К книге
Чужие петлицыГлава 12 «Отход»
46%
Глава 12 «Отход»
12

К исходу июня вся западная Белоруссия превратилась в одну сплошную дорогу отступления — и Воронин вёл свою маленькую группу против течения этой реки беды, выбирая не где легче, а где разумнее.

Он давно перестал удивляться тому, что видел, — удивляться было нечему, он всё это знал наперёд, до последней горькой подробности. Дороги, забитые отходящими — пешими, конными, на редких уцелевших полуторках, — растянулись на десятки вёрст, и над этими дорогами, по расписанию, как на работу, ходили немецкие самолёты и неторопливо, безнаказанно расстреливали живое. Горели деревни. Чадили подбитые танки — наши, брошенные чаще от безтоплива и безнарядья, чем от вражеского снаряда. Брели, опустив головы, разрозненные, потерявшие свои части бойцы — без оружия, без командиров, без той единственной вещи, которой им всем теперь не хватало больше хлеба: без понимания, что происходит и что делать. А происходило ровно то, что Воронин помнил из книг: за неделю войны Западный фронт перестал существовать как единый организм, и где-то совсем близко, в эти самые дни, замыкалось гигантское кольцо, в котором оставались сотни тысяч.

Он видел вещи, которых не вычитаешь ни из одной книги.

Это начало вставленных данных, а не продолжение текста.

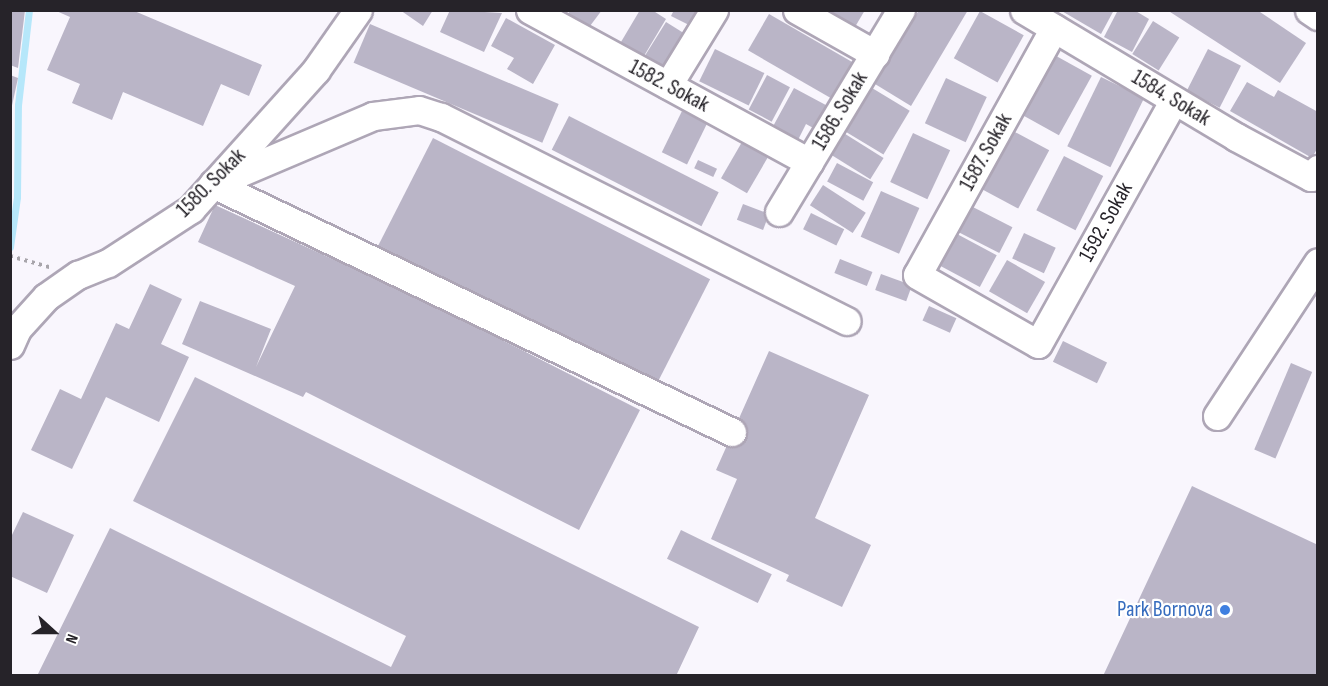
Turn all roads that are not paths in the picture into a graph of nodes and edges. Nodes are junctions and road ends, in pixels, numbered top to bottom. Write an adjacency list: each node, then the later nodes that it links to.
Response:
1 (358, 10): 15 (street, 1580. Sokak)
2 (530, 10): 11 (street, 1582. Sokak)
3 (714, 10): 11 (street)
4 (797, 10): 10 (street)
5 (901, 10): 10 (street, 1586. Sokak)
6 (1024, 10): 9 (street, 1584. Sokak)
7 (1309, 10): 8 (street)
8 (1317, 16)
9 (1054, 28): 12 (street, 1584. Sokak); 19 (street, 1587. Sokak)
10 (875, 54): 13 (street, 1586. Sokak)
11 (668, 85): 13 (street, 1582. Sokak)
12 (1174, 100): 14 (street, 1584. Sokak); 19 (street, 1592. Sokak)
13 (809, 162): 16 (street, 1586. Sokak)
14 (1317, 170)
15 (213, 184): 18 (street); 20 (street, 1580. Sokak); 22 (street)
16 (779, 212)
17 (1317, 262): 21 (street)
18 (847, 321)
19 (1038, 344)
20 (10, 345)
21 (1217, 416)
22 (732, 432)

Брошенный у обочины новенький трактор-тягач с распахнутой дверцей — водитель ушёл пешком, оставив исправную машину, потому что кончилась солярка, а другой не дали и не дадут. Колонну детдомовцев, которых вели на восток две растерянные воспитательницы, и дети шли тихо, не плача, и это молчащее детское горе было страшнее всякого крика. Командира с тремя шпалами в петлицах — одного, без штаба, без бойцов, бредущего неведомо куда с пустой кобурой и пустыми глазами. Свежие безымянные холмики вдоль дорог. Воронин шёл сквозь всё это и копил в себе — не отчаяние, нет, отчаяние он давно отдал на откуп молодости, которой у него уже не было, — а холодную, твёрдую злость и ещё более твёрдую решимость: довести своих и кусать, кусать, кусать врага, пока тот идёт по этой земле хозяином.

Двадцать восьмого июня, на дальнем гуле и зареве, по тому, как хлынул вдруг навстречу новый, особенно густой и отчаянный поток беженцев, Воронин понял: Минск. Пал Минск. Ровно в тот день, в какой и должен был пасть. Он не сказал своим, откуда знает, — просто мотнул головой каким-то своим мыслям и поправил на плече ремень. Город, в котором он ещё весной сидел в тесном кабинете Зотова и слушал начальственное «не поддаваться, не давать повода», город, мимо которого они теперь обходили стороной, был уже под немцем. И полковник Зотов — где он, что с ним? — остался там, позади, в этом захлопнувшемся мешке. Об этом Воронин старался не думать. Думать надо было о четверых.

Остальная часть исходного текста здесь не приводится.